John Linton
.....with July now almost 'August'.
The new financial year has got off to a good start though there is some indication that more than a few Exetel people are suffering from 'shell shock' due to the number of new initiatives that have been put in 'train' and the number of new 'directions' we are beginning to take. Orders are very robust across our ten products/services and our new initiatives have all made positive starts though, of course, these are very early days. We finally got the Tasmanian PoP operational with the first connections now live which was very positive - to hit our first major mile stone on time in a long series of network changes in FY2010.
On a slightly negative note I was sorry to have to 'give away' our pursuit of the 12 hour free period each day but after so many years of trying to get that offering to work effectively I have given up, at least for the time being, as I just can't make it happen. I will miss the 'competitive advantage' and also, and mostly, the simple elegance of 12 hours 'free' each day but neither I, nor anyone else within Exetel, can find a way of offering it at this point of our development. However there simply isn't any more time (and certainly no more money) to pursue that 'holy grail' after over five years of failure and it was too much of a distraction to continue wasting any more of our scarce management and technical resources attempting to make it 'happen'. It is a weight off my mind not having to try any more and I'm sure it's a relief to the network engineers. It clears the way for many things to happen and allows us to deploy scarce resources to other developments that have been held up while we made our last attempts to 'solve' this issue. Sometimes you just have to accept that something really is too difficult to make happen.
I may well not have noticed any changes that may have been happening in ISP land lately as I haven't being paying too much attention to the Australian media and when I do it seems to be 'drowning' in various NBN2 non-stories for anything else to be discerned but based on the odd thing I pick up here and there from 'insiders' there seems to be nothing much happening - perhaps because all the larger ISPs are planning their involvement in getting a chunk of the NBN2 'pie'. One thing that has been contunuously mentioned to me is that HSPA sales were booming all over the country by all mobile carriers and the predictions that HSPA users would exceed wire line internet users by the end of 2012 was well on 'target'. It was an interesting piece of information as I could vaguely remember Telstra making such an estimate (I think that was even more extreme - 75%?) and I have read about similar estimates in the EU but not, strangely, in the UK.
We continue to move forward with our own HSPA 'campaign with the first TV advertising 'tests' being run yesterday and almost everything else needed just about completed (web site, back end processes, printed material, agent acquisition program etc).
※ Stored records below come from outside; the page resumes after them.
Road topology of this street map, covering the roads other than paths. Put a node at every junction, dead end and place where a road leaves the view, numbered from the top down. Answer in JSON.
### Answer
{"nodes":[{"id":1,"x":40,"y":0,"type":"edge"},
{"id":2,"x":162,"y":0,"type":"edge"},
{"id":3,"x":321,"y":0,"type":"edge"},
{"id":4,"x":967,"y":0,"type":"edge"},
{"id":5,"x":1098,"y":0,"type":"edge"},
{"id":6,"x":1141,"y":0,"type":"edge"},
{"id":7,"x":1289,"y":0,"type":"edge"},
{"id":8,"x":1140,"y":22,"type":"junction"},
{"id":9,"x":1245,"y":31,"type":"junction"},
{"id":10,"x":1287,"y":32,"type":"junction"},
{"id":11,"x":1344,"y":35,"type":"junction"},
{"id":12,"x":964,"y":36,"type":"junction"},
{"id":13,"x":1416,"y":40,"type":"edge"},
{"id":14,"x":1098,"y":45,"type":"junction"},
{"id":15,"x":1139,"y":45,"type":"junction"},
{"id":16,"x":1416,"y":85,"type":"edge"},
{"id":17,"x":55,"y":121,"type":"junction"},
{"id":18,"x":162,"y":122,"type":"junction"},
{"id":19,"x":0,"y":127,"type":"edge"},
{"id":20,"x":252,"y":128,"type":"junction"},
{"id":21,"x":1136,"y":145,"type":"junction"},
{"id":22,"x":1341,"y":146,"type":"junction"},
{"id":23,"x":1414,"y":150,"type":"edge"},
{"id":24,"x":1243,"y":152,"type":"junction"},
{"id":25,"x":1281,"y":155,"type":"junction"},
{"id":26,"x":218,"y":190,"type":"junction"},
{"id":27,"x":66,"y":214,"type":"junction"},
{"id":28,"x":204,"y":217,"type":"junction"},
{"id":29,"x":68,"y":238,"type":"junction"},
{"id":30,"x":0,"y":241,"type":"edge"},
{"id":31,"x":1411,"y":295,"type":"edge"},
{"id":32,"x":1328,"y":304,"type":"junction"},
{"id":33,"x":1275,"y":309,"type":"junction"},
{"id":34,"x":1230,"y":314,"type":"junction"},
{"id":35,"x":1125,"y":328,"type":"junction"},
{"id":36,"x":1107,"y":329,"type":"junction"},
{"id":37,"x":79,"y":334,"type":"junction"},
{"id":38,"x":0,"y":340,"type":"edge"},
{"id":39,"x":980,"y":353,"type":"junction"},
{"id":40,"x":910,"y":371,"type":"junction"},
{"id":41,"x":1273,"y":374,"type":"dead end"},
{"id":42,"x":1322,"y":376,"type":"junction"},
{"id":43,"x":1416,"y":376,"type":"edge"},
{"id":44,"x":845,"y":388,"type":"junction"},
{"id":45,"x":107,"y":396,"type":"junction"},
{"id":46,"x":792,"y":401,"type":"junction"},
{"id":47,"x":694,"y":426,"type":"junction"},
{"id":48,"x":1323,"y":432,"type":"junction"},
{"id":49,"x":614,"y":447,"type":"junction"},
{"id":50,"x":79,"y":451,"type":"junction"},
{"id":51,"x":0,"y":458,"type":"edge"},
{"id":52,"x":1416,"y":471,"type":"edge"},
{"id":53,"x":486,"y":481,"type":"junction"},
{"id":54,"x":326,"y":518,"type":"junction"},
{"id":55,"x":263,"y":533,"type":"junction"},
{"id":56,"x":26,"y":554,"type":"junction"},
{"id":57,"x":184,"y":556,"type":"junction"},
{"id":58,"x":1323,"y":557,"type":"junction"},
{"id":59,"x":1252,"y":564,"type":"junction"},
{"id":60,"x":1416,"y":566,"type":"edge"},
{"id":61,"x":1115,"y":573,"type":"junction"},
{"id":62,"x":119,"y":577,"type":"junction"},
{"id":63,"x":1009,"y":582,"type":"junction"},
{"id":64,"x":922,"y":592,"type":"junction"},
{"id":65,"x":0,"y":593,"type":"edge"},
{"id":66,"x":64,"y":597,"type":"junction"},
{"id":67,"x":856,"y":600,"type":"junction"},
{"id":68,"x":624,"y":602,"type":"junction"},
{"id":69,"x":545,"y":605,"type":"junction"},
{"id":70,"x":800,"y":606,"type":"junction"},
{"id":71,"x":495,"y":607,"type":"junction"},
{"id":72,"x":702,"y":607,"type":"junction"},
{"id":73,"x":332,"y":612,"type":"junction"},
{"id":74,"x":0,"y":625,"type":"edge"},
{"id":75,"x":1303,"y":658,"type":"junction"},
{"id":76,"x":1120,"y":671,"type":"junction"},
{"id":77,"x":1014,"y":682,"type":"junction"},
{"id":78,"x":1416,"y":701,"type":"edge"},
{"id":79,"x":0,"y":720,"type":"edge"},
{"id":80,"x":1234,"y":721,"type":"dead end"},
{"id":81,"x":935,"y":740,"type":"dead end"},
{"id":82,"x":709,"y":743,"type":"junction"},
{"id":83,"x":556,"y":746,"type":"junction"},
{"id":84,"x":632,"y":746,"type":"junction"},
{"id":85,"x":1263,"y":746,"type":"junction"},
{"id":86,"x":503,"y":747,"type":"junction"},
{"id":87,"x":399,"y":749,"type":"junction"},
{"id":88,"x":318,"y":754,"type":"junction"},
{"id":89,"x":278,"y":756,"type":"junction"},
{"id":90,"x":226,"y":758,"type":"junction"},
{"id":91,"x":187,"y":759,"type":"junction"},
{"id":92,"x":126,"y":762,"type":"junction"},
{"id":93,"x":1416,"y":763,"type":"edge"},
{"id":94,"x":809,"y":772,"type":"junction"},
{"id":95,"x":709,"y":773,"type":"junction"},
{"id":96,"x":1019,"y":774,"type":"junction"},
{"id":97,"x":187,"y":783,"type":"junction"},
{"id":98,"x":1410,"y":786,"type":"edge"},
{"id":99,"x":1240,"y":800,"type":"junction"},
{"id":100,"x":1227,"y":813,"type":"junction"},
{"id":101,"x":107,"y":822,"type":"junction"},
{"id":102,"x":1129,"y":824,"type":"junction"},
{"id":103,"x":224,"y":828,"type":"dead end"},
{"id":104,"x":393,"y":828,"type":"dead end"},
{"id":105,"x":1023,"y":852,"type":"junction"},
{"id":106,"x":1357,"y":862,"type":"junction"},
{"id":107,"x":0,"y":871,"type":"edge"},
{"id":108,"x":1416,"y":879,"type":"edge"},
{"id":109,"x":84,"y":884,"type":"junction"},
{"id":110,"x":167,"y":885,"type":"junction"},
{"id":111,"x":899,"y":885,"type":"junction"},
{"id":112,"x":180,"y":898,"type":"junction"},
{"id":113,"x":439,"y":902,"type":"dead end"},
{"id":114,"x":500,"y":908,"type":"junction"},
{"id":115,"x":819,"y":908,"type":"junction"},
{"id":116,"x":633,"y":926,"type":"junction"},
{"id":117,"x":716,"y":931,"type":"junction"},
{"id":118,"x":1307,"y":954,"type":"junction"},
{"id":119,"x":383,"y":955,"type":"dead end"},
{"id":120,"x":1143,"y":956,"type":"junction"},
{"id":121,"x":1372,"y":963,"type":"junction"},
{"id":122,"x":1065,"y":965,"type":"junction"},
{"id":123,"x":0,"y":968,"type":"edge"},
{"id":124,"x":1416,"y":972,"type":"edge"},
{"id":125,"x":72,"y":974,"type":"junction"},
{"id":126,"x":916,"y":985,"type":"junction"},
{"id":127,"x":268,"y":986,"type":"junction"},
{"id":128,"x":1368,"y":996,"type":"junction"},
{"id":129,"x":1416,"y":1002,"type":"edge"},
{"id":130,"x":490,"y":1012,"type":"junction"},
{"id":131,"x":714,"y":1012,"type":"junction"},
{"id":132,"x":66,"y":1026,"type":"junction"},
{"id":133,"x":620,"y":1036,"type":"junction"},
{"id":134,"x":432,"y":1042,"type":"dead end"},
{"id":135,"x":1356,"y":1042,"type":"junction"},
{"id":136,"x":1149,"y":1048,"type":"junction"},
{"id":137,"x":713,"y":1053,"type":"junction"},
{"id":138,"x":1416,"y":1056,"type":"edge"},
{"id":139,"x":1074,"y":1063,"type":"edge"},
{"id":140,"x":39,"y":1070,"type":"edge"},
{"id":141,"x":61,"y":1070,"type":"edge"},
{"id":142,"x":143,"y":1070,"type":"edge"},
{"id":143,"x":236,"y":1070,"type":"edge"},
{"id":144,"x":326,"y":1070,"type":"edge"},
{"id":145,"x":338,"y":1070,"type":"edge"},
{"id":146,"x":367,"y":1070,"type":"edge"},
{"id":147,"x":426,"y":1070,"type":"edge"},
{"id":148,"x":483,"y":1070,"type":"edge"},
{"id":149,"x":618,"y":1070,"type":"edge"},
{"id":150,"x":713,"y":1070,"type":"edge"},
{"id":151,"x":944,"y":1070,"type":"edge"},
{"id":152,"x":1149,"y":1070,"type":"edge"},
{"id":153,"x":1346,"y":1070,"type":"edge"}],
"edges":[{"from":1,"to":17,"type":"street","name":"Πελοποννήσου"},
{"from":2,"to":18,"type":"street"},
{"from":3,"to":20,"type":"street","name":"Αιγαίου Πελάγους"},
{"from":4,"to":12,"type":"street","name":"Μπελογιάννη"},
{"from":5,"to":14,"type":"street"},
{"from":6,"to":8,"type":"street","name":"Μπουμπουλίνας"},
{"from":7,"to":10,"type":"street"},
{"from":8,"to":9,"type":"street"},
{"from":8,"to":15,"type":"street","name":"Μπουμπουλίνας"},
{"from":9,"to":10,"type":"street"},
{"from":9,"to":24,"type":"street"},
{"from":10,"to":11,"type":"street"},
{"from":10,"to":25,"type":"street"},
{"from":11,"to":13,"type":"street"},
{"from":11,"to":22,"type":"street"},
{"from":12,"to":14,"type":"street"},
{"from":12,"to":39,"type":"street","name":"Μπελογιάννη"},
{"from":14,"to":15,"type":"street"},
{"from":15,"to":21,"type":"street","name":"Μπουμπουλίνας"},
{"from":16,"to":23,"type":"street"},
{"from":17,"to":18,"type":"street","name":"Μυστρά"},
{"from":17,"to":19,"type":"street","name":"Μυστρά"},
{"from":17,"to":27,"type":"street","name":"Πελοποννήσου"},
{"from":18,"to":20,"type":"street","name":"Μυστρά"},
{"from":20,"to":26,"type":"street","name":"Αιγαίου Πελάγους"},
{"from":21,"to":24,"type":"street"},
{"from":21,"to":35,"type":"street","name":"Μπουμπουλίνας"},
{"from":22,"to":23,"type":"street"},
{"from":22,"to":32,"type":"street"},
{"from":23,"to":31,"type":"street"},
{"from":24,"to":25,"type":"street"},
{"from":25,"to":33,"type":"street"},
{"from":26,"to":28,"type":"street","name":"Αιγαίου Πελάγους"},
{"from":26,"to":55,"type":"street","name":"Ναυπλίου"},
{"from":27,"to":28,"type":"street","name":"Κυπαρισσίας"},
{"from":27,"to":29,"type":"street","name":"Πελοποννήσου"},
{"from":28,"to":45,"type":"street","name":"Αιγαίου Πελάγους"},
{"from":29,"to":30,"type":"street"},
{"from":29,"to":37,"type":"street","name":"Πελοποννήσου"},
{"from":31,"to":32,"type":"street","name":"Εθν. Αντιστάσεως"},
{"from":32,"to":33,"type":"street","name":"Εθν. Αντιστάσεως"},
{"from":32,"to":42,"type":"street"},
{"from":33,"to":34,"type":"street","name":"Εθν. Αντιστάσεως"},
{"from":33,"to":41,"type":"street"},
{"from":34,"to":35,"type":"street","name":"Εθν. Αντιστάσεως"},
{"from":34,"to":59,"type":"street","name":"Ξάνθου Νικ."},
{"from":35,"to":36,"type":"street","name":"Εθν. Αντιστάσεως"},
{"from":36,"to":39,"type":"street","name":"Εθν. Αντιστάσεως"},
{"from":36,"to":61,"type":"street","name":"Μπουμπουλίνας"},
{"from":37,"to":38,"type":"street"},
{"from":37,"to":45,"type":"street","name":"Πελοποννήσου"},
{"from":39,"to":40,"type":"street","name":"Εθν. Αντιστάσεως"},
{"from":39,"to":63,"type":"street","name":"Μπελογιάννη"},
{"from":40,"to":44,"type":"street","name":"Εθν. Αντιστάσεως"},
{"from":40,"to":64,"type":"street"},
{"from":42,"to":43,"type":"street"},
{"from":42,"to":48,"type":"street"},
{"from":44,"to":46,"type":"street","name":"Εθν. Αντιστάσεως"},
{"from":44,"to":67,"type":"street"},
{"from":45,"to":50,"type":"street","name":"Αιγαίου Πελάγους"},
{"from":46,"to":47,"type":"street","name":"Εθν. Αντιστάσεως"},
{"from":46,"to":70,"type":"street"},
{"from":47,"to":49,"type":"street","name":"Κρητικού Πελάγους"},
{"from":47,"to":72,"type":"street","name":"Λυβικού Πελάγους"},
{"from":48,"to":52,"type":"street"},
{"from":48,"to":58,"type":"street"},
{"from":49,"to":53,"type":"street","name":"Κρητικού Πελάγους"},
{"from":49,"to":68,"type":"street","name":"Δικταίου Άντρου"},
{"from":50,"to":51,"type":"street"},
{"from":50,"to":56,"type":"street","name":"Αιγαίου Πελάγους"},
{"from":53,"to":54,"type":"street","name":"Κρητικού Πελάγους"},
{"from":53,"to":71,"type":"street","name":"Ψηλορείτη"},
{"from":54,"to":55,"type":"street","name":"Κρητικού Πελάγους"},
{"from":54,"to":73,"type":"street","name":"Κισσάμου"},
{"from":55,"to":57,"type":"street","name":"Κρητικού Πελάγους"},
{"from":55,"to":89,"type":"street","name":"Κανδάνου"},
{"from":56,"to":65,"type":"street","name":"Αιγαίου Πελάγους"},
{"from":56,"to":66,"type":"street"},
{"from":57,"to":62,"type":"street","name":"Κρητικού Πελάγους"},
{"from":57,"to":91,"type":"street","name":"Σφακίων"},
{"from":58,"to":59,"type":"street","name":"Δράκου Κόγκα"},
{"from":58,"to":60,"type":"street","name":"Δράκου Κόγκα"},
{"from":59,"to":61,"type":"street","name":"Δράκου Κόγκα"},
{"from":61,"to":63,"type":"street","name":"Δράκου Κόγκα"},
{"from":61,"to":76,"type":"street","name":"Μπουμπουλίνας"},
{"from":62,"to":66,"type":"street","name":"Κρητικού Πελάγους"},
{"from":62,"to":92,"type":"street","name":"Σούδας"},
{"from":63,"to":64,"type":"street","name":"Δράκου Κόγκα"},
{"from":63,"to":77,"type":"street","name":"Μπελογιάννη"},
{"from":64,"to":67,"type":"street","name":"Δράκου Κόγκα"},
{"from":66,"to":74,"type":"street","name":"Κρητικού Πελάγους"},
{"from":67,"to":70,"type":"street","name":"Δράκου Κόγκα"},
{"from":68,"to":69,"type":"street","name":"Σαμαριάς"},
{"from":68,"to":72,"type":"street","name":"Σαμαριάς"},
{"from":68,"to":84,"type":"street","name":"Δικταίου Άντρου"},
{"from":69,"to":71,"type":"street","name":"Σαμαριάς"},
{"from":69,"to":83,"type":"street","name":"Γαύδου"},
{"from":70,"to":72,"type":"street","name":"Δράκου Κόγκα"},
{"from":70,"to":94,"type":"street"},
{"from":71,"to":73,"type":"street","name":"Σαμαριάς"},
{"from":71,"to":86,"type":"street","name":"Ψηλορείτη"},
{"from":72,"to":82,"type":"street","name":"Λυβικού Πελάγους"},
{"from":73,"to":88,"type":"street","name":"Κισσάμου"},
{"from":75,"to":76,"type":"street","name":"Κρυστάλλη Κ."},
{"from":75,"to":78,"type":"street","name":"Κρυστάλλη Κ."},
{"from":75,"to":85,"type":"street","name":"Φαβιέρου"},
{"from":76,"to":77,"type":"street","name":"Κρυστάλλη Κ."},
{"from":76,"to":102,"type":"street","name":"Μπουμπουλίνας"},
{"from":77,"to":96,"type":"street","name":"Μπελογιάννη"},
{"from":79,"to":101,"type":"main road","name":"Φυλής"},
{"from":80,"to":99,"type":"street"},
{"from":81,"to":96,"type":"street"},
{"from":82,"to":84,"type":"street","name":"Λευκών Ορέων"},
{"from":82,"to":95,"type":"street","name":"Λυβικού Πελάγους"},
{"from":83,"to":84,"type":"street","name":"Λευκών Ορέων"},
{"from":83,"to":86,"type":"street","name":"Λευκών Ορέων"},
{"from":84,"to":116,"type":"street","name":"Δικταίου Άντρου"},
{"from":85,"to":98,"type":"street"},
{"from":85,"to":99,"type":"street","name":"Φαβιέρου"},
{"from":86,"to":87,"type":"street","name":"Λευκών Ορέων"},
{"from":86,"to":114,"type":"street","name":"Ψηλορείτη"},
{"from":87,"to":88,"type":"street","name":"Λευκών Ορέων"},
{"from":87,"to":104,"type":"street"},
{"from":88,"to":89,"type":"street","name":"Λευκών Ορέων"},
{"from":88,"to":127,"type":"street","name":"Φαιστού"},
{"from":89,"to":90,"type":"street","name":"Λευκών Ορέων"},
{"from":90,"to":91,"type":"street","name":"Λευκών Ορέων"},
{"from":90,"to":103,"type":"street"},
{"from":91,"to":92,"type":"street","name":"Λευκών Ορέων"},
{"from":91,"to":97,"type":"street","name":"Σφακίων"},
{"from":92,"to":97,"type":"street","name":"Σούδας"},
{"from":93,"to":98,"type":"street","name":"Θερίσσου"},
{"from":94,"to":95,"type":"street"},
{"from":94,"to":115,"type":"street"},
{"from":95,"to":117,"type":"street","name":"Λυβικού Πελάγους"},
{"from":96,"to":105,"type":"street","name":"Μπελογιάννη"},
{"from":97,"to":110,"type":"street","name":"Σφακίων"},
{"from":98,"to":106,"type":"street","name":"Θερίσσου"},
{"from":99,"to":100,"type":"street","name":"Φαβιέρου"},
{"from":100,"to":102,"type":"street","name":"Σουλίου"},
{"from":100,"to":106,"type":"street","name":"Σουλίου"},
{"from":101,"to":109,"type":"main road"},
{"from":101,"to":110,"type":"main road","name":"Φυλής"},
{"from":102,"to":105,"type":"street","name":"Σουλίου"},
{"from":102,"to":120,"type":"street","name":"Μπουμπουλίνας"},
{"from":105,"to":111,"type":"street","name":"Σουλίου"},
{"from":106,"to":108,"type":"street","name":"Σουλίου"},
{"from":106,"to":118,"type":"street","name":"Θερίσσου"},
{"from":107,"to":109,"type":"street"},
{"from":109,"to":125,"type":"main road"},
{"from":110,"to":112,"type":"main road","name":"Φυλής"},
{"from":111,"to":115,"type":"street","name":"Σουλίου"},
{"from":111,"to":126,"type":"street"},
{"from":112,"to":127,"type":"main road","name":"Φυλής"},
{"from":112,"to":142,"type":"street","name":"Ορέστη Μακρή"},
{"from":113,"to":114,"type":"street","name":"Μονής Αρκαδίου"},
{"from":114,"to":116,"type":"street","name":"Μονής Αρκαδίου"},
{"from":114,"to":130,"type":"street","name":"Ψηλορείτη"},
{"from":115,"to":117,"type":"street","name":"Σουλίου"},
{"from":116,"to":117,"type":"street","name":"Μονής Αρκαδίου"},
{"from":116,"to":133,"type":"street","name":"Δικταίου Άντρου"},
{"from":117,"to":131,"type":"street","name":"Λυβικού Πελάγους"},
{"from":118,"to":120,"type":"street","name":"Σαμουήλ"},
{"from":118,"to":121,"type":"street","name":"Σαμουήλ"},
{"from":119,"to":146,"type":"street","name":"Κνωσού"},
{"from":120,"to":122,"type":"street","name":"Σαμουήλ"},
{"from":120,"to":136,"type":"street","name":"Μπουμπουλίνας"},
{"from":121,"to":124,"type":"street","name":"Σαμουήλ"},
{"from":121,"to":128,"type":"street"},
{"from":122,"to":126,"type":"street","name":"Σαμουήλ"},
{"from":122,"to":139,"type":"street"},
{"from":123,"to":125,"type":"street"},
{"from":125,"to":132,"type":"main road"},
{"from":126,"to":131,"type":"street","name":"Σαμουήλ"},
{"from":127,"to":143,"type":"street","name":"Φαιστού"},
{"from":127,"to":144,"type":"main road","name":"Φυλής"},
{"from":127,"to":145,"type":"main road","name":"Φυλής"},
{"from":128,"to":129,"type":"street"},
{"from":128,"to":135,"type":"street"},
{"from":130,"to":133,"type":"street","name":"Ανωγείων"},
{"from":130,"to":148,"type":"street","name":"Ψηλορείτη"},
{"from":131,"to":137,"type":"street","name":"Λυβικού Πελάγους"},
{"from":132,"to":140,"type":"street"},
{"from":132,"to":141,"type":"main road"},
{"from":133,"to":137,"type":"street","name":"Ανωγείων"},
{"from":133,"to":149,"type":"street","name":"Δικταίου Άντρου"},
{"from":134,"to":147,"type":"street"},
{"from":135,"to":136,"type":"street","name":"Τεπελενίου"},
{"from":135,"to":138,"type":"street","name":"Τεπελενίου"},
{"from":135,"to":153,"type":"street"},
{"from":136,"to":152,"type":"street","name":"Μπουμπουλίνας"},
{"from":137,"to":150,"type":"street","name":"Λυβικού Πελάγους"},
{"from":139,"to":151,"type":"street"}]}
It is going to be an interesting few months, between now and Christmas, to see what can be achieved by a very small company with a set of different approaches and I am looking forward to contributing to doing the real work involved in making it happen - in whatever ways we can. Never having done something like this before it will be quite interesting to see what can be done and how much we have to change and modify our initial ideas (and budgets) and to find out whether it is actually possible to make work.
As the Exetel HSPA user base continues to slowly grow we learn more quickly about how better to provide and support the services and how to generally improve many aspects of getting the most out of the current wireless infrastructures and smooth out the 'bumps'. It is a very steep learning curve and we have a very long way to go but if the forecasts of the take up in wireless broadband made by the various sources is anything like correct it is going to be a very important thing (set of things) to learn how to do and do 'right'. I am curious about what I see from the different companies 'marketing' the various different carrier's HSPA services (and the marketing done by the carriers themselves of course). I am having a lot of problems attempting to work out what they are aiming at in terms of any sort of specific marketplace (geographic, education level, age group or anything else) as I can't see any pattern and many of the claims seem quite outrageous to me - at least based on my own experience and from what our users tell us.
Personally, I'm a very happy Exetel HSPA user (both mobile hand set and computer) and the majority of my personal acquaintances who are using Exetel (because of my recommendation) are as happy as I am with only two people having anything negative to say and that's readily acknowledged to be a coverage problem unrelated to the general usage of the service. Apart from the strange customer who claimed it was unusable, after he had used up 5 gb in 8 days, I haven't seen any bad customer feedback from people who use it in realistic coverage areas. I am assuming (as someone who remembers the early days of mobile telephone networks when Optus first offered mobile services) that coverage will only continue to improve as the user base and geographic location grows.
What obviously needs to happen is for pricing of data to continue to fall and for more capacity per user to be deployed on an ongoing basis by all of the mobile carriers. This 'must' happen and I personally have no doubts that it will but I have no ideas of any actual plans or development time frames....I am just basing that statement on previous experience and logic. I will be interested to see what has happened in the UK in September in terms of both coverage (in the very rural places we always end up in) and sustainability of speed in those places at night which was a bit of a problem last year.